Day Three - Culinary Exploration 2

We started our morning working with Filo pastry. We made our strudel filling together
Prepping together
We melted butter, brushed the filo sheets and then rolled them to make strudel and filo triangles.
working with filo
working with filo
folding filo triangles
Here is our finished work which we had with lunch. Grape and toasted pecan strudel. I hope that you got to try some if your son/daughter brought leftovers home.
grape filo triangles
grape strudel
We prepared the fish that we purchased at Hooked. The pickerel was breaded. Here we are with our breading station, flour, egg, breadcrumbs….always keep one hand clean.
Breading station
We cooked up some rice, vegetables, soy sauce, ginger, garlic and make Whitefish en Papillote
Making fish en papillote
Today was our vegetable preparation day. Elizabeth made honey lemon glazed carrots, Vincent made sauteed celeriac, grilled asparagus and grilled fennel.
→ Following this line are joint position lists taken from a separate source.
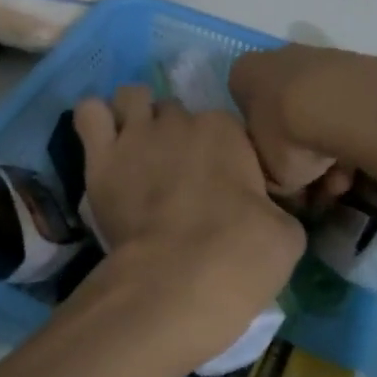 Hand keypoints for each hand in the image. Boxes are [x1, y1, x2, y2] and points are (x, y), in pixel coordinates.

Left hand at [69, 85, 303, 374]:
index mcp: (228, 131)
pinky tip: (102, 141)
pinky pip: (89, 113)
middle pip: (175, 112)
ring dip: (134, 114)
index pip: (223, 127)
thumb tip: (268, 212)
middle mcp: (181, 120)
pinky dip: (95, 120)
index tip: (219, 187)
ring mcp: (138, 134)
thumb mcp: (287, 234)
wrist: (180, 279)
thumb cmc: (241, 256)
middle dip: (175, 135)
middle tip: (174, 174)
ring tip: (136, 146)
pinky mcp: (101, 157)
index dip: (220, 154)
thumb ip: (274, 207)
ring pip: (131, 97)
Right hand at [228, 44, 376, 196]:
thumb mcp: (268, 173)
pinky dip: (351, 134)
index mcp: (243, 75)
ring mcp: (318, 57)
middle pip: (284, 111)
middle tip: (314, 183)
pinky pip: (346, 108)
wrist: (344, 105)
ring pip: (318, 111)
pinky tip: (361, 163)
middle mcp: (276, 58)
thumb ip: (270, 178)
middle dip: (299, 149)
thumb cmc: (287, 136)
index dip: (260, 145)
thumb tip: (284, 186)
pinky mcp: (356, 65)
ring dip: (328, 150)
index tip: (276, 169)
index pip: (244, 110)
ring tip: (342, 181) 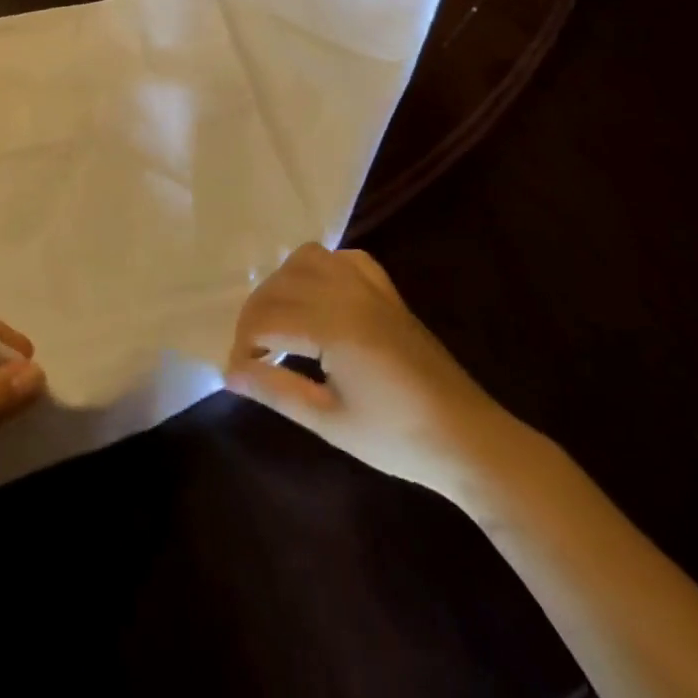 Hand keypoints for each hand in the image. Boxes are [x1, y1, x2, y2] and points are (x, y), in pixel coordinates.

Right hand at [225, 243, 528, 500]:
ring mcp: (370, 287)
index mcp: (334, 327)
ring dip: (281, 284)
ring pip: (307, 259)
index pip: (267, 319)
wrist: (467, 439)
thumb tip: (229, 372)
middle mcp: (348, 293)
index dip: (243, 345)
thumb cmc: (397, 439)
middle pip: (280, 285)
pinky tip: (317, 296)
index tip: (237, 373)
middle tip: (251, 355)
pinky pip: (344, 258)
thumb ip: (275, 390)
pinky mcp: (386, 291)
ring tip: (277, 321)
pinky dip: (320, 269)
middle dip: (255, 316)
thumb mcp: (329, 422)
Emma made sauteed onions, Kassidy made some fabulous garlic sauteed mushrooms and Tash grilled us some summer squash. We had a nice selection for our buffet lunch.
Buffet lunch
We finally got to try the lemon squares that we made yesterday
lemon squares
After a full morning of cooking we went to the St Lawrence Market and did a Scavenger Hunt. We finished off our field trip with a Geocache. Today we found the Geocache named “Matthew, Mark, Luke and John”. We ended the day with more work on our vegetable flowers.